*TASK DIRECTIONS:* Transcribe the data underneath exactly. No images belong in your version.

*Data entries:*
-------

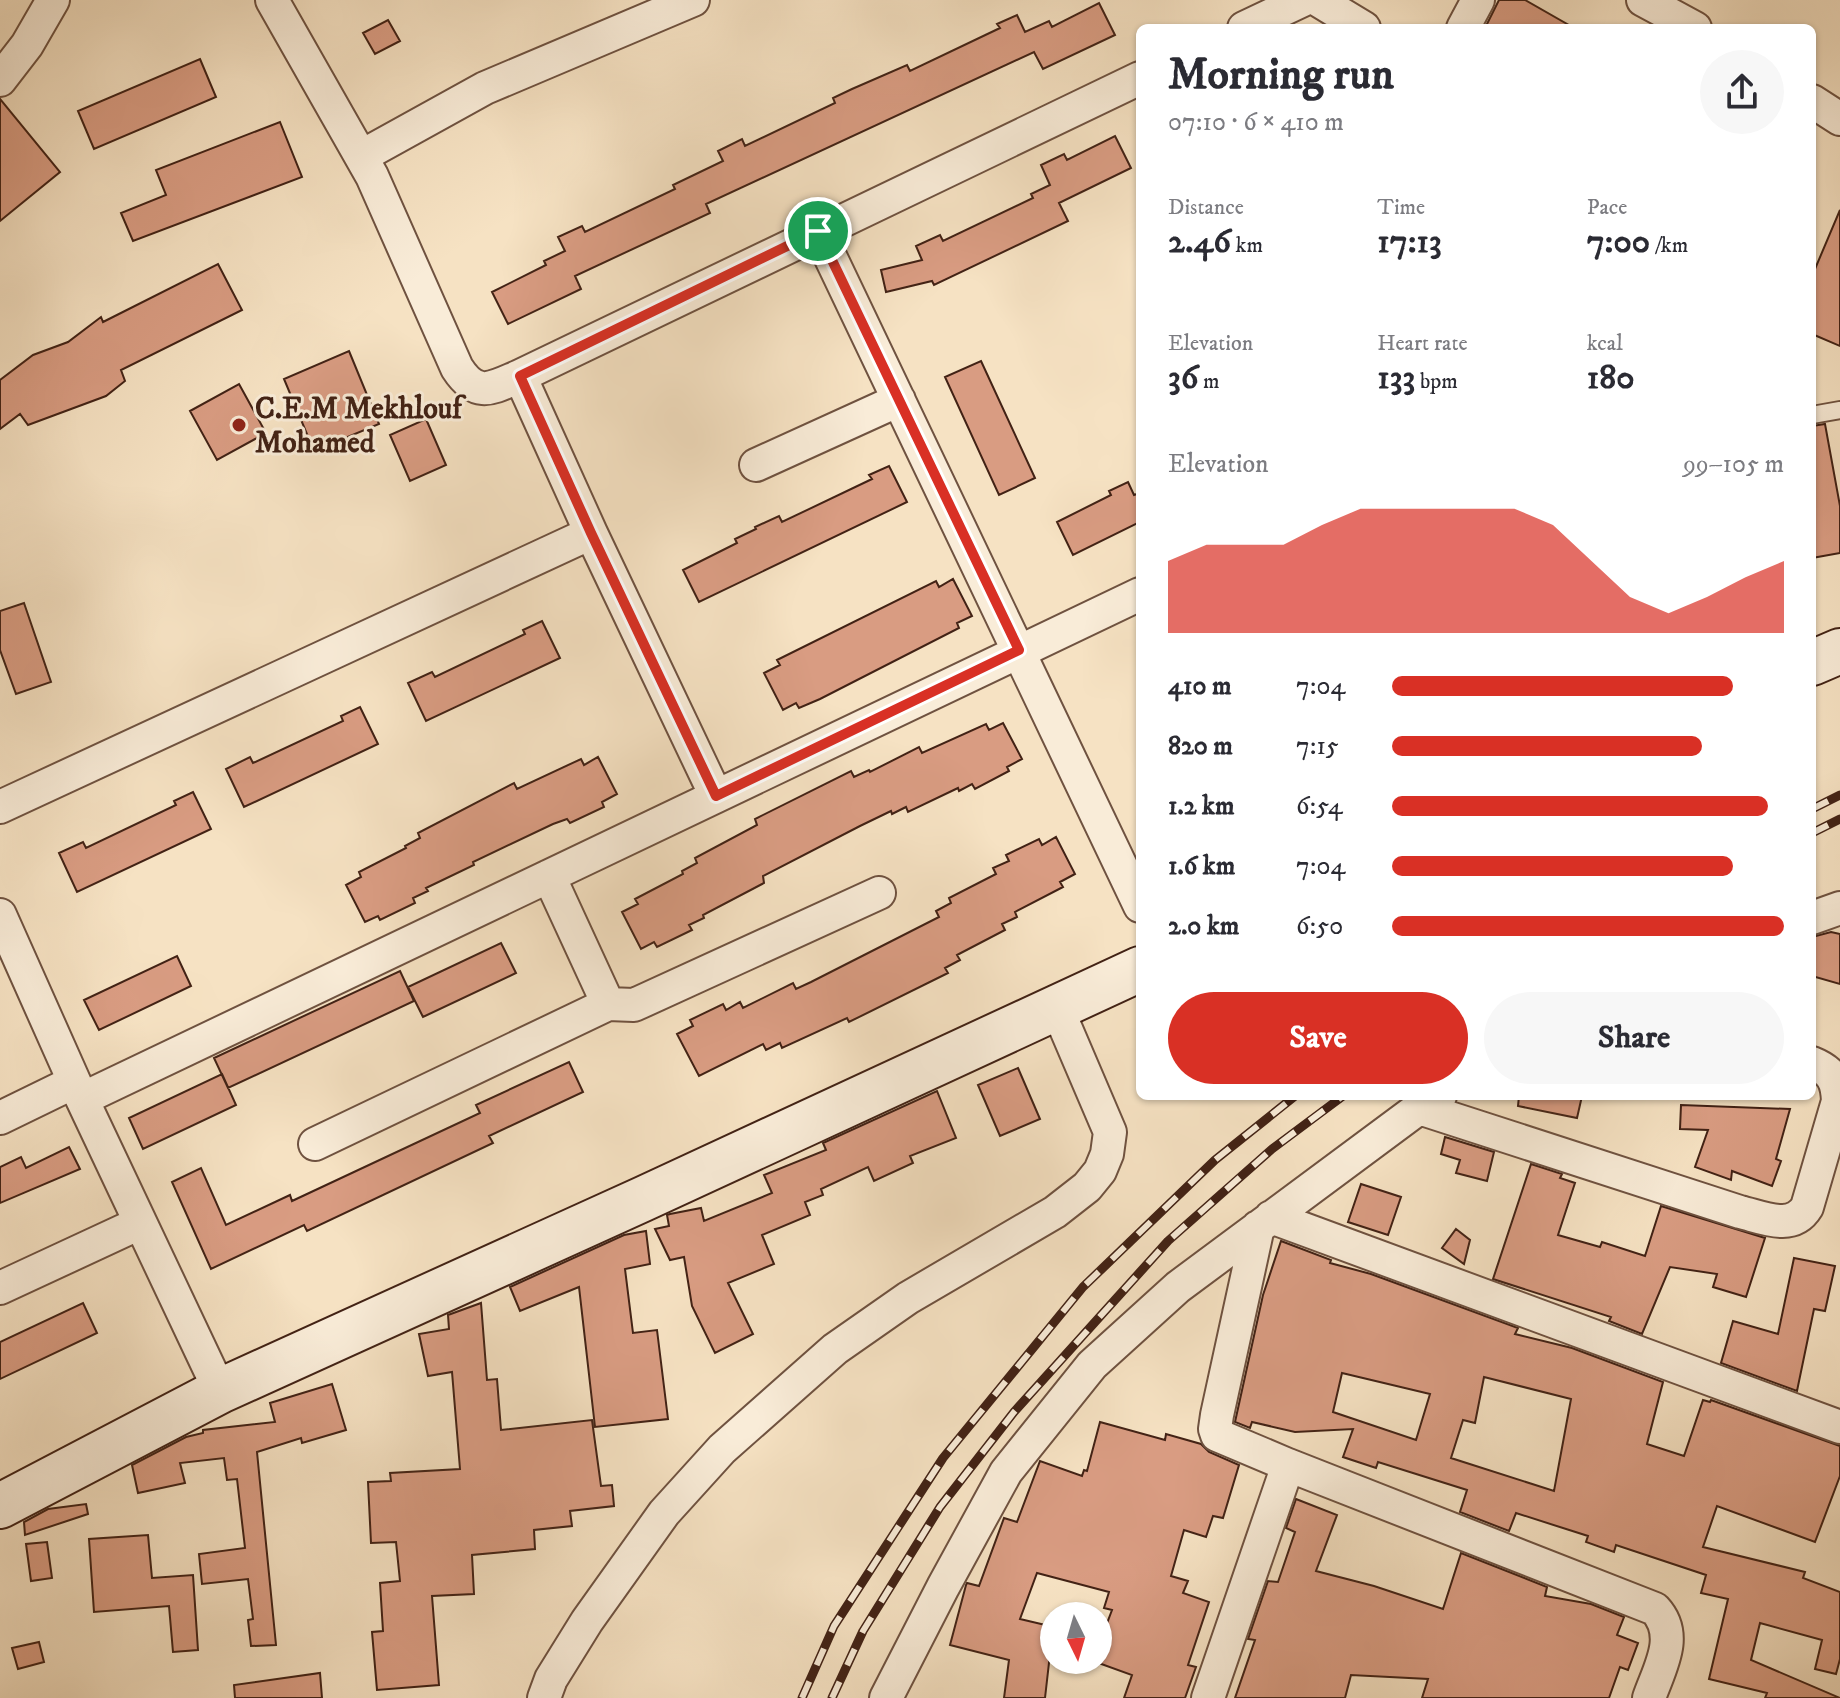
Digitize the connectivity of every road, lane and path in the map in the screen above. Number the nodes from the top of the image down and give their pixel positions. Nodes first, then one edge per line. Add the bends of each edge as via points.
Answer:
1 (53, 0) edge
2 (272, 0) edge
3 (693, 0) edge
4 (1303, 0) edge
5 (1318, 0) edge
6 (1478, 0) edge
7 (1643, 0) edge
8 (1690, 16) edge
9 (1252, 24) edge
10 (1357, 24) edge
11 (1465, 24) edge
12 (0, 80) edge
13 (1136, 80) edge
14 (1816, 104) edge
15 (1840, 119) edge
16 (362, 156) junction
17 (818, 231) junction
18 (520, 376) junction
19 (899, 400) junction
20 (1840, 410) edge
21 (1816, 414) edge
22 (756, 465) dead end
23 (591, 533) junction
24 (1136, 596) edge
25 (1019, 650) junction
26 (1840, 651) edge
27 (1816, 661) edge
28 (716, 796) junction
29 (0, 807) edge
30 (549, 876) junction
31 (879, 893) dead end
32 (1136, 898) edge
33 (1840, 908) edge
34 (0, 915) edge
35 (1816, 917) edge
36 (1136, 971) edge
37 (608, 1004) junction
38 (1057, 1008) junction
39 (1816, 1064) edge
40 (78, 1090) junction
41 (1430, 1102) edge
42 (0, 1118) edge
43 (315, 1144) dead end
44 (1264, 1222) junction
45 (140, 1223) junction
46 (0, 1288) edge
47 (220, 1391) junction
48 (1840, 1427) edge
49 (1288, 1465) junction
50 (0, 1506) edge
51 (544, 1698) edge
52 (886, 1698) edge
53 (1208, 1698) edge
54 (1649, 1698) edge

1 - 12 street
2 - 16 street
3 - 16 street via 485,88
4 - 9 street
5 - 10 street
6 - 11 street
7 - 8 street
13 - 17 street
14 - 15 street
16 - 18 street via 464,379 482,389
17 - 18 street
17 - 19 street
18 - 23 street
19 - 22 street
19 - 25 street
20 - 21 lane
23 - 28 street
23 - 29 street
24 - 25 street
25 - 28 street
25 - 32 street
26 - 27 main road
28 - 30 street
30 - 37 street
30 - 40 street
31 - 37 street via 634,1005
33 - 35 street
34 - 40 street
36 - 38 main road
37 - 43 street
38 - 47 main road
38 - 51 street via 1110,1132 1100,1171 1055,1212 908,1298 835,1349 722,1449 655,1525 587,1621
39 - 41 street via 1833,1077 1838,1101 1807,1207 1791,1221 1740,1212
40 - 42 street
40 - 45 street
41 - 44 street
44 - 48 street
44 - 49 street via 1215,1431
44 - 52 street via 1135,1323 1049,1416 1006,1472
45 - 46 street
45 - 47 street
47 - 50 main road
49 - 53 street
49 - 54 street via 1655,1609 1668,1641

-------

*OUTPUT BELOW:*
Digitize the connectivity of every road, lane and path in the map in the screen above. Number the nodes from the top of the image down and give their pixel positions. Nodes first, then one edge per line. Add the bends of each edge as via points.
Answer:
1 (53, 0) edge
2 (272, 0) edge
3 (693, 0) edge
4 (1303, 0) edge
5 (1318, 0) edge
6 (1478, 0) edge
7 (1643, 0) edge
8 (1690, 16) edge
9 (1252, 24) edge
10 (1357, 24) edge
11 (1465, 24) edge
12 (0, 80) edge
13 (1136, 80) edge
14 (1816, 104) edge
15 (1840, 119) edge
16 (362, 156) junction
17 (818, 231) junction
18 (520, 376) junction
19 (899, 400) junction
20 (1840, 410) edge
21 (1816, 414) edge
22 (756, 465) dead end
23 (591, 533) junction
24 (1136, 596) edge
25 (1019, 650) junction
26 (1840, 651) edge
27 (1816, 661) edge
28 (716, 796) junction
29 (0, 807) edge
30 (549, 876) junction
31 (879, 893) dead end
32 (1136, 898) edge
33 (1840, 908) edge
34 (0, 915) edge
35 (1816, 917) edge
36 (1136, 971) edge
37 (608, 1004) junction
38 (1057, 1008) junction
39 (1816, 1064) edge
40 (78, 1090) junction
41 (1430, 1102) edge
42 (0, 1118) edge
43 (315, 1144) dead end
44 (1264, 1222) junction
45 (140, 1223) junction
46 (0, 1288) edge
47 (220, 1391) junction
48 (1840, 1427) edge
49 (1288, 1465) junction
50 (0, 1506) edge
51 (544, 1698) edge
52 (886, 1698) edge
53 (1208, 1698) edge
54 (1649, 1698) edge

1 - 12 street
2 - 16 street
3 - 16 street via 485,88
4 - 9 street
5 - 10 street
6 - 11 street
7 - 8 street
13 - 17 street
14 - 15 street
16 - 18 street via 464,379 482,389
17 - 18 street
17 - 19 street
18 - 23 street
19 - 22 street
19 - 25 street
20 - 21 lane
23 - 28 street
23 - 29 street
24 - 25 street
25 - 28 street
25 - 32 street
26 - 27 main road
28 - 30 street
30 - 37 street
30 - 40 street
31 - 37 street via 634,1005
33 - 35 street
34 - 40 street
36 - 38 main road
37 - 43 street
38 - 47 main road
38 - 51 street via 1110,1132 1100,1171 1055,1212 908,1298 835,1349 722,1449 655,1525 587,1621
39 - 41 street via 1833,1077 1838,1101 1807,1207 1791,1221 1740,1212
40 - 42 street
40 - 45 street
41 - 44 street
44 - 48 street
44 - 49 street via 1215,1431
44 - 52 street via 1135,1323 1049,1416 1006,1472
45 - 46 street
45 - 47 street
47 - 50 main road
49 - 53 street
49 - 54 street via 1655,1609 1668,1641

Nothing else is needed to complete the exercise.